While it seems beneficial to get more kills (with no downsides to battle performance), it could actually be a bad thing. This helps illustrate the importance of focusing only on your goals. It could be the final battle of a civil war, so everyone you leave alive will rejoin your own society (just a few opposing leaders will have to be jailed or executed, but the common soldiers won’t be blamed). You could get a benefit from capturing more soldiers alive to enslave. It could be the final war against a nation that will soon be paying tribute, so it’s better if there are fewer angry brothers and widows, and more strong men to produce wealth. You could lose the war, and the victors might take more revenge on your army or country if they had higher losses. Getting more kills is beneficial only if it helps you with a goal such as winning the current battle or winning a future battle (sometimes battles are indecisive and you fight against the same army again in the near future).

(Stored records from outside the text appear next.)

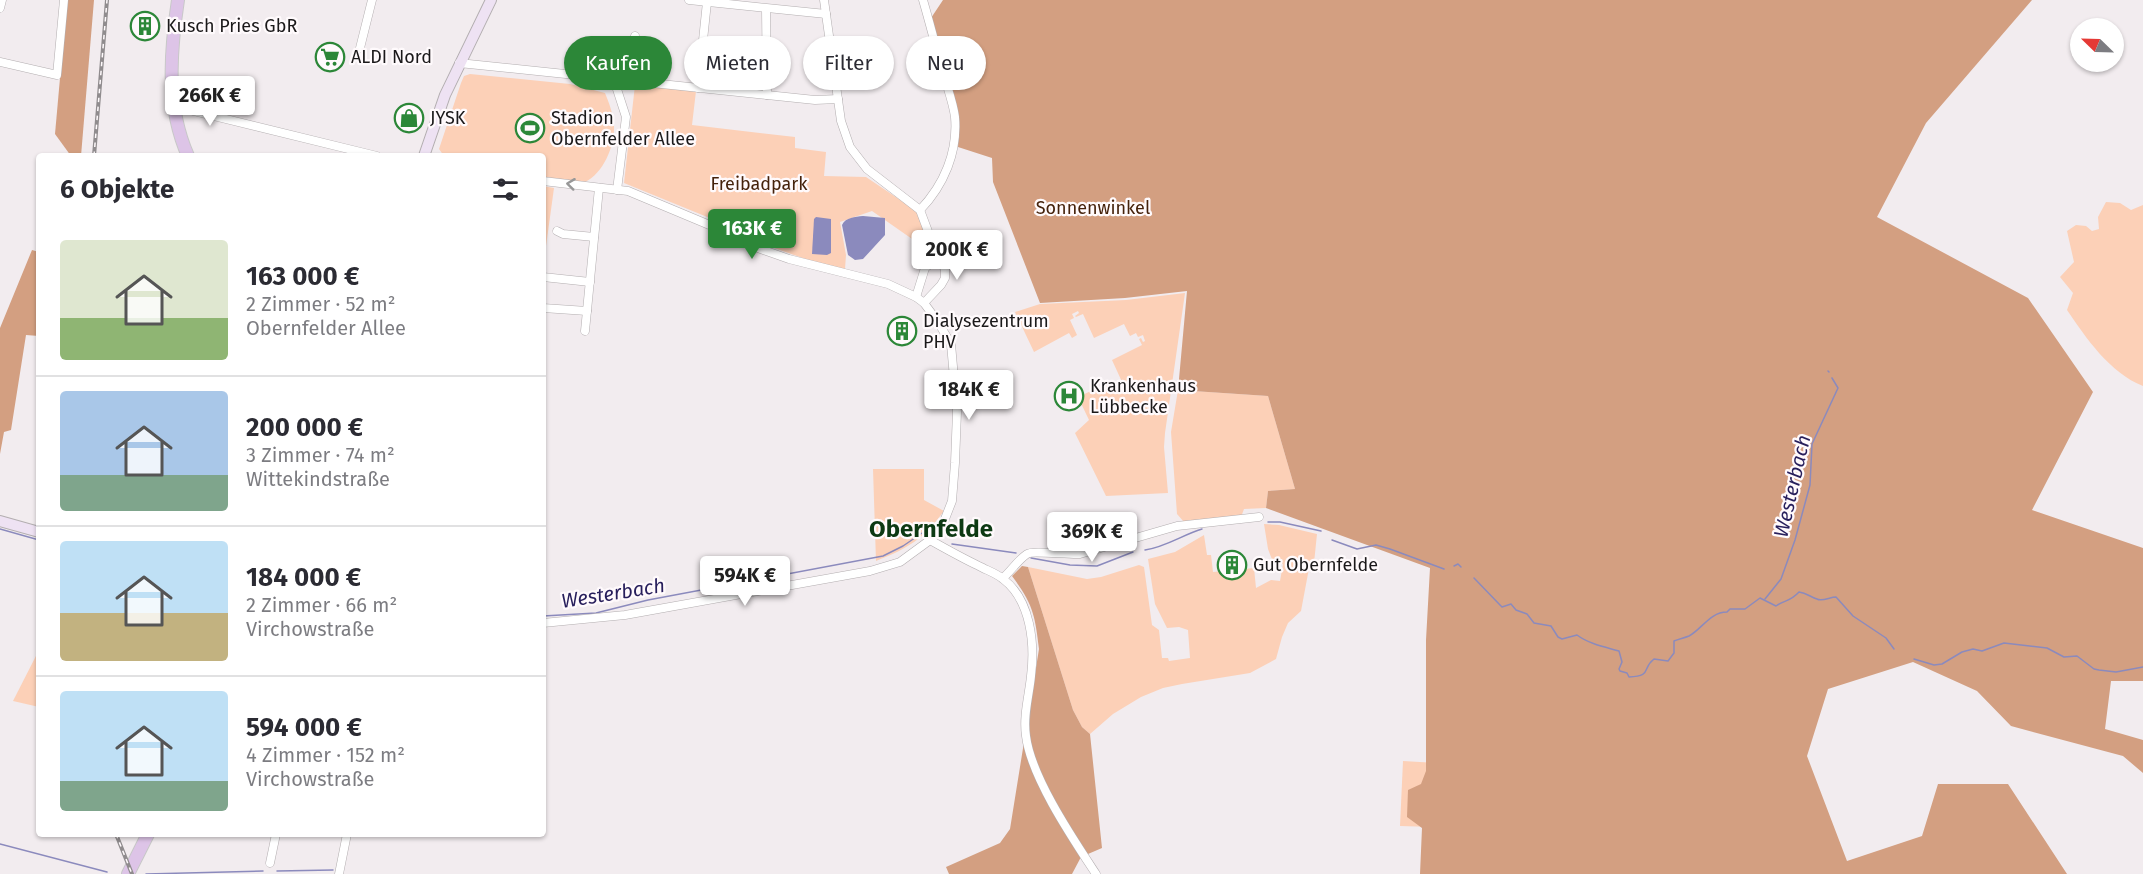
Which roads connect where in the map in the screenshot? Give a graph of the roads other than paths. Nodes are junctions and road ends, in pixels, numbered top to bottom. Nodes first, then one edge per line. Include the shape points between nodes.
1 (2, 0) edge
2 (64, 0) edge
3 (178, 0) edge
4 (372, 0) edge
5 (491, 0) edge
6 (689, 0) edge
7 (825, 0) edge
8 (923, 0) edge
9 (707, 2) junction
10 (0, 8) edge
11 (766, 9) junction
12 (826, 14) junction
13 (703, 36) edge
14 (360, 48) dead end
15 (0, 62) edge
16 (459, 63) junction
17 (564, 75) edge
18 (617, 90) edge
19 (718, 90) edge
20 (767, 95) junction
21 (838, 99) junction
22 (173, 105) junction
23 (187, 153) edge
24 (365, 153) edge
25 (424, 153) edge
26 (546, 181) edge
27 (599, 188) junction
28 (617, 190) junction
29 (920, 210) junction
30 (557, 231) dead end
31 (594, 237) junction
32 (938, 258) junction
33 (546, 277) edge
34 (590, 282) junction
35 (916, 297) junction
36 (924, 303) junction
37 (546, 308) edge
38 (587, 311) junction
39 (585, 331) dead end
40 (1259, 518) dead end
41 (0, 521) edge
42 (36, 531) edge
43 (930, 540) junction
44 (1003, 579) junction
45 (546, 623) edge
46 (147, 837) edge
47 (275, 837) edge
48 (346, 837) edge
49 (270, 863) dead end
50 (130, 872) edge
51 (339, 874) edge
52 (1096, 874) edge

1 - 10 street
2 - 15 street via 57,75
3 - 22 main road via 171,57
4 - 14 street
5 - 16 street
6 - 9 street
7 - 12 street
8 - 29 street via 955,116 955,142 940,184
9 - 11 street
9 - 13 street
11 - 12 street
11 - 20 street
12 - 21 street
16 - 17 street
16 - 25 street
18 - 28 street via 626,117
19 - 20 street
20 - 21 street
21 - 29 street via 844,133 858,159 876,178
22 - 23 main road
22 - 24 street
27 -> 26 street
27 - 28 street
27 - 31 street
28 - 35 street via 642,196 789,260 888,284
29 - 32 street
30 - 31 street
31 - 34 street
32 - 35 street via 925,268
32 - 36 street via 945,278
33 - 34 street
34 - 38 street
35 - 36 street
36 - 43 street via 951,344 957,412 952,501 943,524
37 - 38 street
38 - 39 street
40 - 44 street via 1177,526 1080,554 1033,551
41 - 42 street
43 - 44 street
43 - 45 street via 900,562 870,571 625,615
44 - 52 street via 1027,614 1032,643 1026,716 1030,755 1059,816
46 - 50 main road
47 - 49 street
48 - 51 street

For holding the pass, two groups of 100 spearmen can both have excess capacity: they can both succeed without it being a close call about whether they instead get a bad outcome like being slaughtered, being pushed back outside of the canyon or retreating. The squads may have different skill and strength with spears, but both can hold the pass. They may have slightly different shields, shield-arms, and ability to form a perfect shield wall, but they both have enough shielding capacity to hold the pass. They even have excess capacity – more than necessary if everything goes smoothly – which is important. It means they’re pretty reliable. Even if some things go wrong, they’ll still succeed. They can handle some bad luck. A little bad luck (random variance) is normal, so good plans need to be able to deal with it. Things should have to go really, really wrong for them to fail.
The reason you can treat the two groups of spearmen as (approximately) the same is they’re able to accomplish the same purpose (holding the pass) and that purpose is what you care about. The details of how well they do at other goals don’t matter much. In other words, we can convert from many factors in many dimensions, to a single evaluation, when that evaluation is about a well-defined goal (in a specified context) that limits what’s relevant. It can also work pretty well for a narrow range of goals and contexts. The broader the range of goals and contexts you want to take into account, the less well you can do even approximate conversions.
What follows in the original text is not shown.